Tumor necrosis factor-alpha (TNF-alpha)-induced optic neuropathy in rabbits.

Abstract

Both in vitro and in vivo studies have implicated a role for tumor necrosis factor-alpha (TNF alpha) in various demyelinating diseases, including HIV-related encephalopathy. To investigate whether intravitreal TNF alpha can induce optic nerve axonal damage in a rabbit eye model, fifteen rabbit eyes were initially injected with TNF alpha (final concentrations: 2U, 20U, and 200U respectively) and studied at varying time intervals for up to 24 weeks post-injection, using light and electron microscopy.

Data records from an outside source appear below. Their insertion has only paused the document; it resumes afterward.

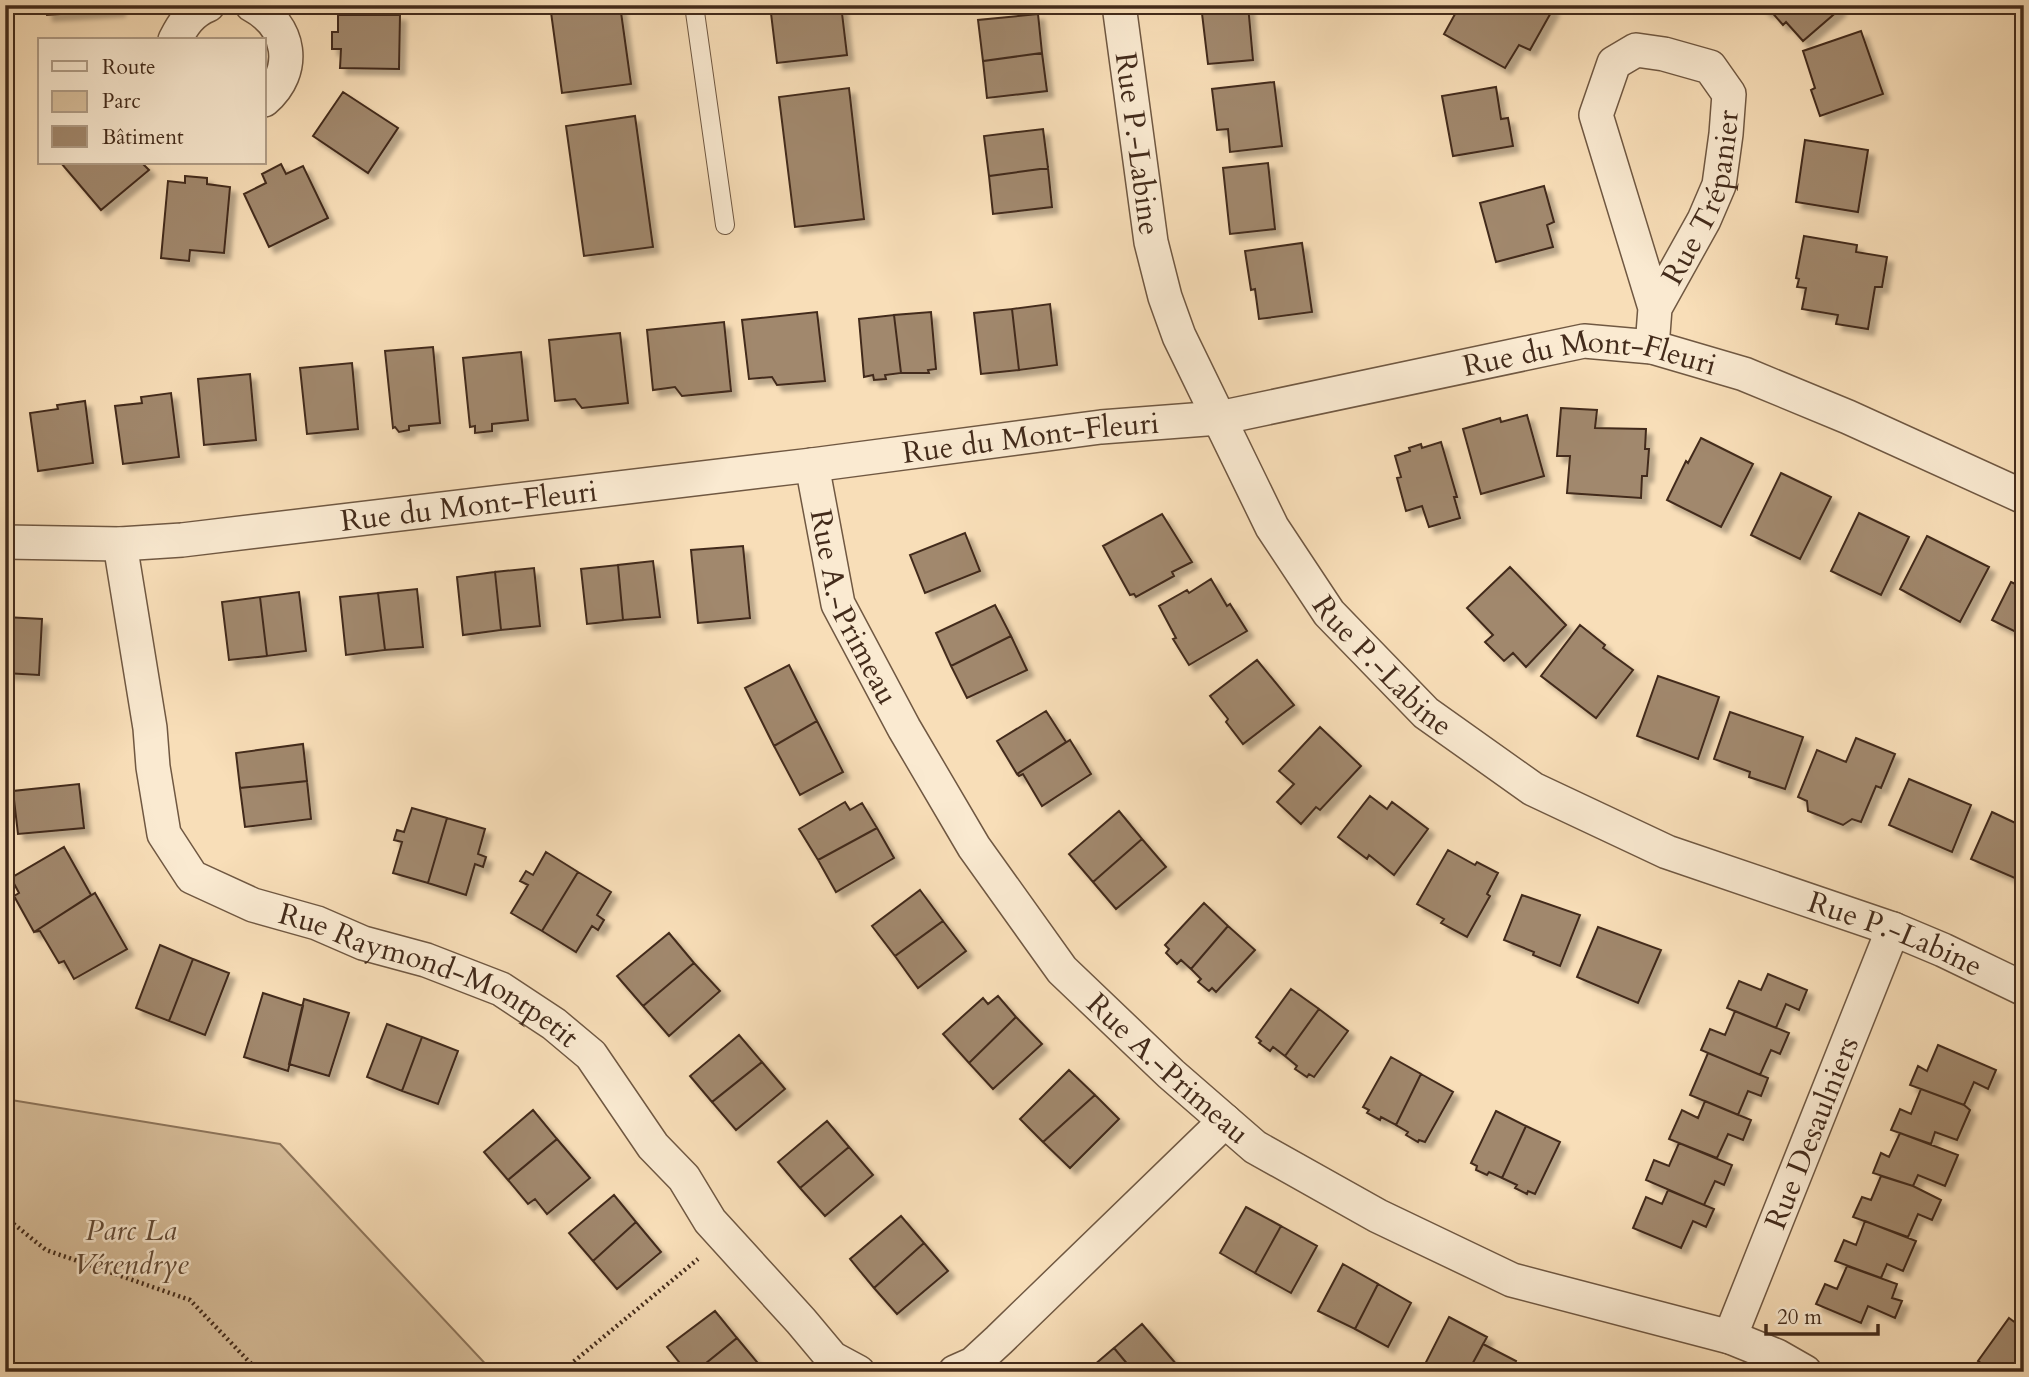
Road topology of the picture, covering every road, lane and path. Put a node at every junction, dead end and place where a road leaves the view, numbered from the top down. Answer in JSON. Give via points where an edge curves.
{"nodes":[{"id":1,"x":208,"y":5,"type":"edge"},
{"id":2,"x":252,"y":5,"type":"edge"},
{"id":3,"x":694,"y":5,"type":"edge"},
{"id":4,"x":1119,"y":5,"type":"edge"},
{"id":5,"x":176,"y":38,"type":"edge"},
{"id":6,"x":266,"y":98,"type":"edge"},
{"id":7,"x":725,"y":225,"type":"dead end"},
{"id":8,"x":1655,"y":308,"type":"junction"},
{"id":9,"x":1652,"y":347,"type":"junction"},
{"id":10,"x":1219,"y":418,"type":"junction"},
{"id":11,"x":812,"y":465,"type":"junction"},
{"id":12,"x":2024,"y":498,"type":"edge"},
{"id":13,"x":5,"y":542,"type":"edge"},
{"id":14,"x":120,"y":544,"type":"junction"},
{"id":15,"x":1893,"y":929,"type":"junction"},
{"id":16,"x":2024,"y":989,"type":"edge"},
{"id":17,"x":1225,"y":1121,"type":"junction"},
{"id":18,"x":5,"y":1217,"type":"edge"},
{"id":19,"x":725,"y":1237,"type":"junction"},
{"id":20,"x":1730,"y":1337,"type":"junction"},
{"id":21,"x":260,"y":1372,"type":"edge"},
{"id":22,"x":561,"y":1372,"type":"edge"},
{"id":23,"x":858,"y":1372,"type":"edge"},
{"id":24,"x":955,"y":1372,"type":"edge"},
{"id":25,"x":1805,"y":1372,"type":"edge"}],
"edges":[{"from":1,"to":5,"type":"street","via":[[185,21]]},
{"from":2,"to":6,"type":"street","via":[[274,20],[283,37],[283,76]]},
{"from":3,"to":7,"type":"lane"},
{"from":4,"to":10,"type":"street","name":"Rue P.-Labine","via":[[1151,242],[1179,336]]},
{"from":8,"to":8,"type":"street","name":"Rue Trépanier","via":[[1719,185],[1729,94],[1710,67],[1636,50],[1614,64],[1596,115]]},
{"from":8,"to":9,"type":"street","name":"Rue Trépanier"},
{"from":9,"to":10,"type":"street","name":"Rue du Mont-Fleuri","via":[[1584,341]]},
{"from":9,"to":12,"type":"street","name":"Rue du Mont-Fleuri","via":[[1744,374]]},
{"from":10,"to":11,"type":"street","name":"Rue du Mont-Fleuri","via":[[1101,427]]},
{"from":10,"to":15,"type":"street","name":"Rue P.-Labine","via":[[1272,527],[1329,613],[1426,713],[1532,789],[1654,847]]},
{"from":11,"to":14,"type":"street","name":"Rue du Mont-Fleuri"},
{"from":11,"to":17,"type":"street","name":"Rue A.-Primeau","via":[[838,604],[974,847],[1062,970]]},
{"from":13,"to":14,"type":"street","name":"Rue du Mont-Fleuri"},
{"from":14,"to":19,"type":"street","name":"Rue Raymond-Montpetit","via":[[164,834],[192,877],[253,905],[501,989],[554,1024],[591,1055],[653,1146],[684,1178],[709,1221]]},
{"from":15,"to":16,"type":"street","name":"Rue P.-Labine"},
{"from":15,"to":20,"type":"street","name":"Rue Desaulniers"},
{"from":17,"to":20,"type":"street","name":"Rue A.-Primeau","via":[[1255,1147],[1378,1216],[1512,1280]]},
{"from":17,"to":24,"type":"street","via":[[999,1340],[973,1364]]},
{"from":18,"to":21,"type":"path","via":[[46,1250],[190,1300]]},
{"from":19,"to":22,"type":"path"},
{"from":19,"to":23,"type":"street","name":"Rue Raymond-Montpetit","via":[[832,1358]]},
{"from":20,"to":25,"type":"street","name":"Rue A.-Primeau"}]}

Control optic nerves (no injection or diluent injection only) had normal myelinated axons and glia; the myelinated regions, neural retina, retinal glia and vasculature of control retinas were normal. In TNF alpha-exposed optic nerves, intact, degenerating and demyelinated axons were interspersed. Astrogliosis was present, particularly from 8 weeks p.i. and was noted up to 24 weeks. Oligodendrocytes were not severely affected in TNF alpha-exposed optic nerves, and activated macrophages or microglia were not obvious. Axonal degeneration was visible among the more superficial myelinated fibers in TNF alpha-exposed retinas however the neural retina glia were unaffected. These observations suggest that the axonal degeneration induced in TNF alpha-exposed rabbit optic nerves over a 24 week period was most likely related to direct effects of TNF alpha on optic nerve axons, and not primarily due to anterograde degeneration from retinal lesions. In-so-far as neurological pathology in general, and optic nerve degeneration in particular, has been described in AIDS, and TNF alpha levels may be elevated in this disease, it is of great clinical significance that TNF alpha has the capacity to mediate neuronal or axonal injury. If so, strategies to block or inhibit TNF alpha can be pursued for treatment for the neurological symptoms of AIDS.